If you're going to create an exchange-traded fund around a specific policy proposal — such as tax reform — you'd better be able to identify the companies that will be most affected by it.

That much should be self-evident. Actually nailing it, though, isn't so simple, because tax reform has so many different aspects to it, and certain facets of it are proving to be much more exciting to investors than others.

EventShares just launched the first policy-driven ETF. It's called the EventShares US Tax Reform Fund, and in a recent interview its chief investment officer, Ben Phillips, told Business Insider how to wade through investor sentiment and political action to pick the most likely beneficiaries of the Republican effort to cut taxes.

Pulling less weight will be major exporters — or those most likely to benefit from a repatriation tax holiday — and companies poised to be positively affected by capital-expenditure deductions.

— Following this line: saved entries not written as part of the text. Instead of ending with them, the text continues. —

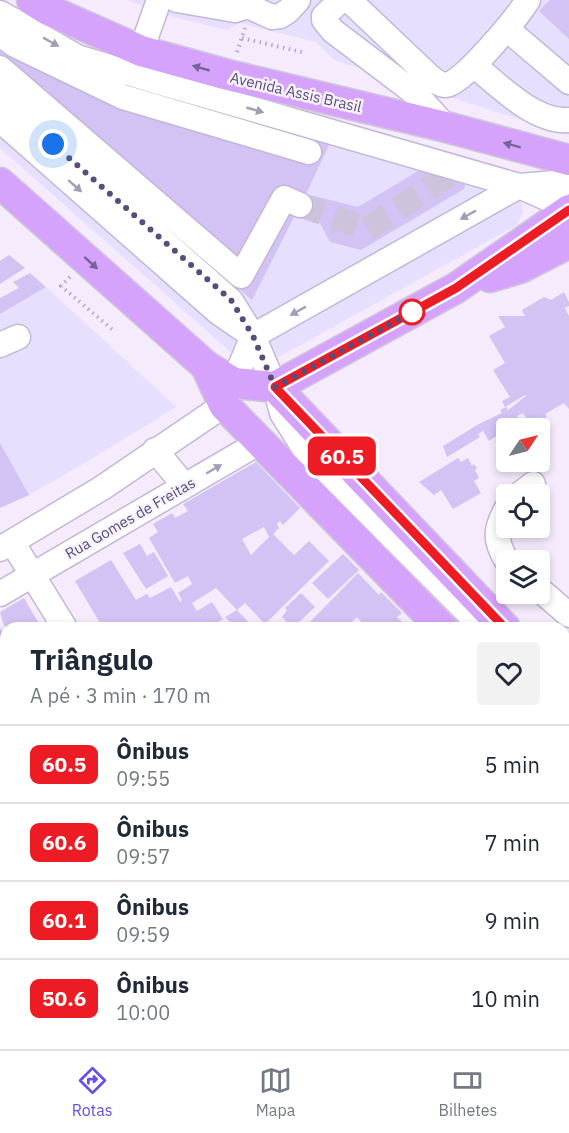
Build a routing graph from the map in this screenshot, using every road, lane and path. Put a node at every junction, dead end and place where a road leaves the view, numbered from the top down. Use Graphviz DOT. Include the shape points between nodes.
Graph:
graph roads {
  1 [pos="159,0"];
  2 [pos="177,0"];
  3 [pos="298,0"];
  4 [pos="341,0"];
  5 [pos="349,0"];
  6 [pos="528,0"];
  7 [pos="42,3"];
  8 [pos="0,13"];
  9 [pos="507,29"];
  10 [pos="0,34"];
  11 [pos="242,38"];
  12 [pos="141,51"];
  13 [pos="306,53"];
  14 [pos="474,65"];
  15 [pos="0,68"];
  16 [pos="569,82"];
  17 [pos="0,96"];
  18 [pos="0,120"];
  19 [pos="569,120"];
  20 [pos="446,127"];
  21 [pos="309,152"];
  22 [pos="569,160"];
  23 [pos="569,182"];
  24 [pos="0,183"];
  25 [pos="519,186"];
  26 [pos="300,205"];
  27 [pos="569,209"];
  28 [pos="569,243"];
  29 [pos="87,260"];
  30 [pos="456,288"];
  31 [pos="113,330"];
  32 [pos="253,336"];
  33 [pos="275,387"];
  34 [pos="229,394"];
  35 [pos="260,442"];
  36 [pos="155,450"];
  37 [pos="178,490"];
  38 [pos="6,545"];
  39 [pos="33,575"];
  40 [pos="0,594"];
  41 [pos="550,599"];
  42 [pos="569,615"];
  43 [pos="61,622"];
  44 [pos="436,622"];
  45 [pos="477,622"];
  46 [pos="499,622"];
  1 -- 12 [label="street"];
  2 -- 3 [label="street" via="235,10 248,6 272,17 288,11"];
  4 -- 20 [label="street" via="324,16 324,21 416,94"];
  5 -- 14 [label="street" via="439,83 456,81"];
  6 -- 9 [label="street"];
  7 -- 12 [label="main road, Avenida Assis Brasil"];
  8 -- 25 [label="street, one-way" via="78,57"];
  9 -- 14 [label="street"];
  9 -- 16 [label="street"];
  10 -- 21 [label="street" via="123,97"];
  11 -- 13 [label="path"];
  20 -- 12 [label="main road, Avenida Assis Brasil, one-way"];
  14 -- 19 [label="street" via="538,114"];
  15 -- 26 [label="street" via="241,276 284,198"];
  17 -- 32 [label="street" via="231,300"];
  18 -- 32 [label="street, one-way" via="218,312"];
  22 -- 20 [label="main road, Avenida Assis Brasil, one-way"];
  23 -- 25 [label="street"];
  24 -- 29 [label="main road"];
  25 -- 27 [label="street"];
  25 -- 32 [label="street, one-way"];
  27 -- 30 [label="main road"];
  28 -- 30 [label="main road" via="520,268"];
  29 -- 31 [label="path" via="61,286"];
  29 -- 34 [label="main road, one-way" via="206,366"];
  30 -- 33 [label="main road"];
  32 -- 33 [label="street"];
  32 -- 34 [label="street"];
  33 -- 34 [label="main road"];
  33 -- 45 [label="street" via="282,413 304,448"];
  33 -- 46 [label="main road"];
  34 -- 35 [label="main road"];
  34 -- 36 [label="street"];
  37 -- 35 [label="street, Rua Gomes de Freitas, one-way"];
  35 -- 44 [label="main road"];
  36 -- 37 [label="street" via="178,479"];
  36 -- 38 [label="street" via="102,488"];
  37 -- 39 [label="street, Rua Gomes de Freitas"];
  38 -- 39 [label="street"];
  39 -- 40 [label="street, Rua Gomes de Freitas"];
  39 -- 43 [label="street"];
  41 -- 42 [label="street"];
}
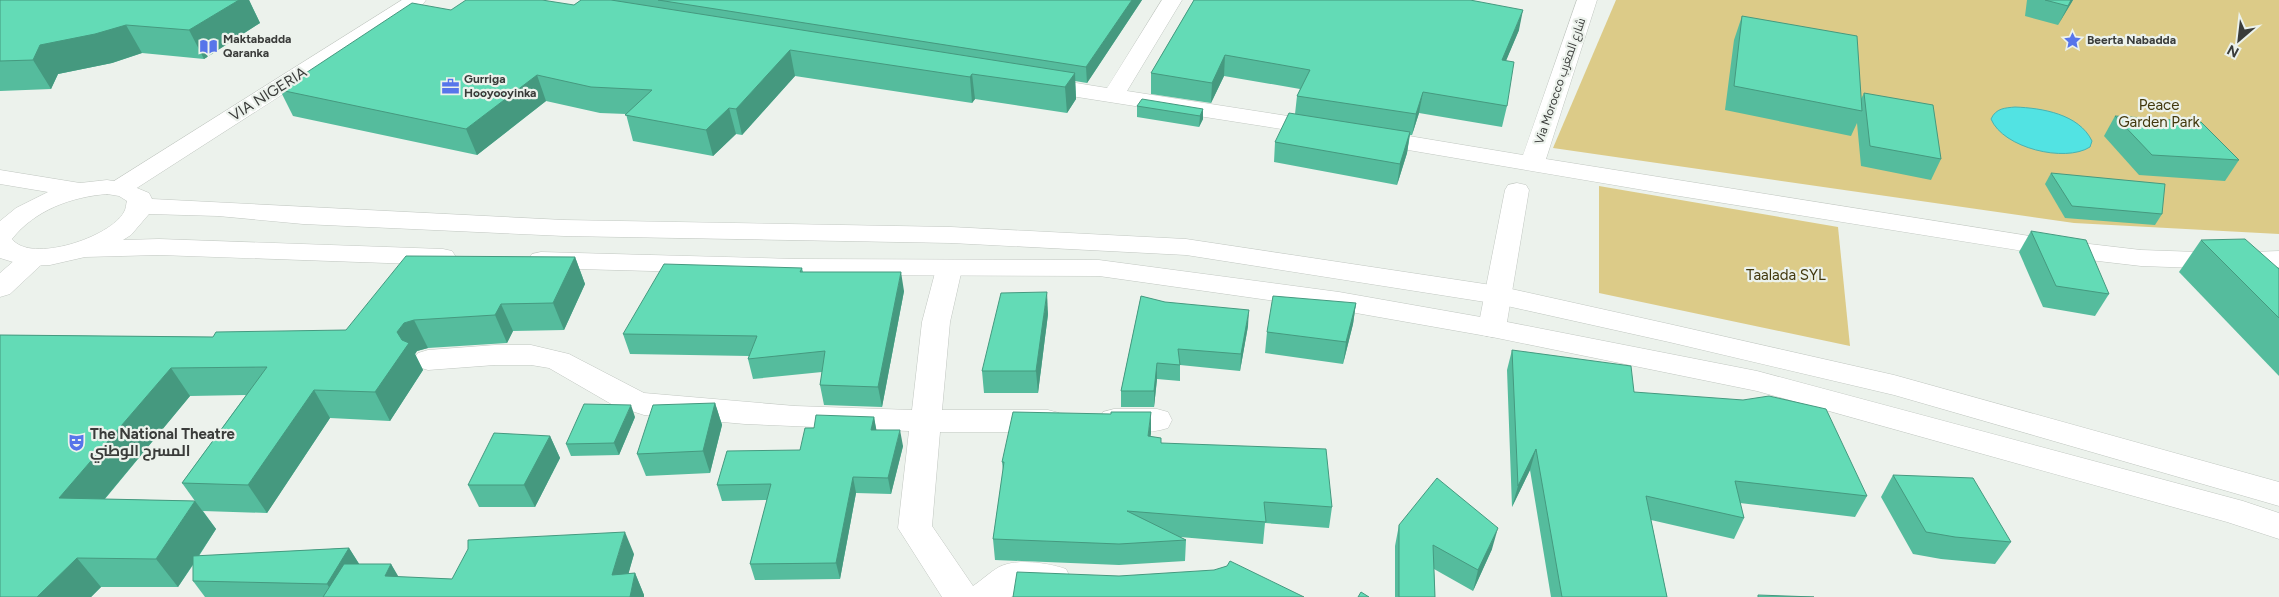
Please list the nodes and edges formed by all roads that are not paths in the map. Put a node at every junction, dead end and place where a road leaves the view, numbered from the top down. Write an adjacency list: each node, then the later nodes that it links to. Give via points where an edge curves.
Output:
1 (416, 0): 8 (main road, VIA NIGERIA)
2 (1172, 0): 5 (main road)
3 (1587, 0): 6 (main road, Via Morocco شارع المغرب)
4 (1016, 80): 5 (main road)
5 (1114, 95): 6 (main road)
6 (1533, 162): 18 (main road, via 1673,188 2055,248 2141,258)
7 (0, 177): 9 (main road)
8 (120, 188): 9 (main road); 11 (main road, via 133,191 140,198)
9 (81, 190): 13 (main road, via 25,212 6,228)
10 (1518, 190): 21 (main road)
11 (141, 206): 12 (main road, via 564,228); 14 (main road, via 136,217 123,229)
12 (950, 235): 19 (main road); 21 (main road, via 1186,247)
13 (0, 244): 15 (main road, via 13,256)
14 (82, 249): 15 (main road); 16 (main road, via 159,247)
15 (33, 258): 20 (main road)
16 (471, 258)
17 (511, 259): 19 (main road)
18 (2279, 259)
19 (949, 269): 22 (main road, via 1099,268 1339,301); 25 (main road, via 936,322)
20 (0, 288)
21 (1498, 295): 22 (main road); 26 (main road, via 1894,385)
22 (1492, 328): 28 (main road, via 1756,381)
23 (428, 360): 25 (main road, via 533,355 559,361 641,403 781,416)
24 (1157, 420): 25 (main road)
25 (925, 422): 31 (main road, via 915,528)
26 (2219, 475): 27 (main road); 28 (main road)
27 (2279, 494)
28 (2231, 510): 29 (main road)
29 (2279, 526)
30 (1090, 580): 32 (main road, via 1012,577)
31 (961, 597)
32 (986, 597)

Instead, focus on the companies paying the highest effective tax rate because they're the ones with the most to gain.

With this in mind, two-thirds of the tax reform ETF is made up of more domestically focused small-cap stocks with $1 billion to $10 billion in market cap, since they're poised to benefit most from a lower US tax rate, Phillips says.

Beyond the methodology for the tax reform ETF — outlined in more detail below, along with single stock picks — Phillips and I also talked about how the fund came about in the first place, as well as what other ETFs EventShares might have up its sleeve in the future.

This interview has been edited for clarity and length.

Joe Ciolli: Can you walk through the methodology for the tax reform ETF?

Ben Phillips: Right now, the fund is 100% equity, equal-weighted, and thoughtfully active. We want to rebalance quarterly, like most traditional ETFs, but we still reserve the right to change the portfolio intra-quarter if we need to, or if it’s valuable to fund holders.

Tax reform really focuses on three key buckets: tax cuts (largest, with about half), exporters, and capex deductions. Of course a lot of companies can fit into multiple buckets. We drill down on securities that we expect to move the most on the policy initiatives.

Roughly two-thirds of the portfolio is small-cap stocks, with $1 billion to $10 billion of market cap. The rest of the companies are bigger.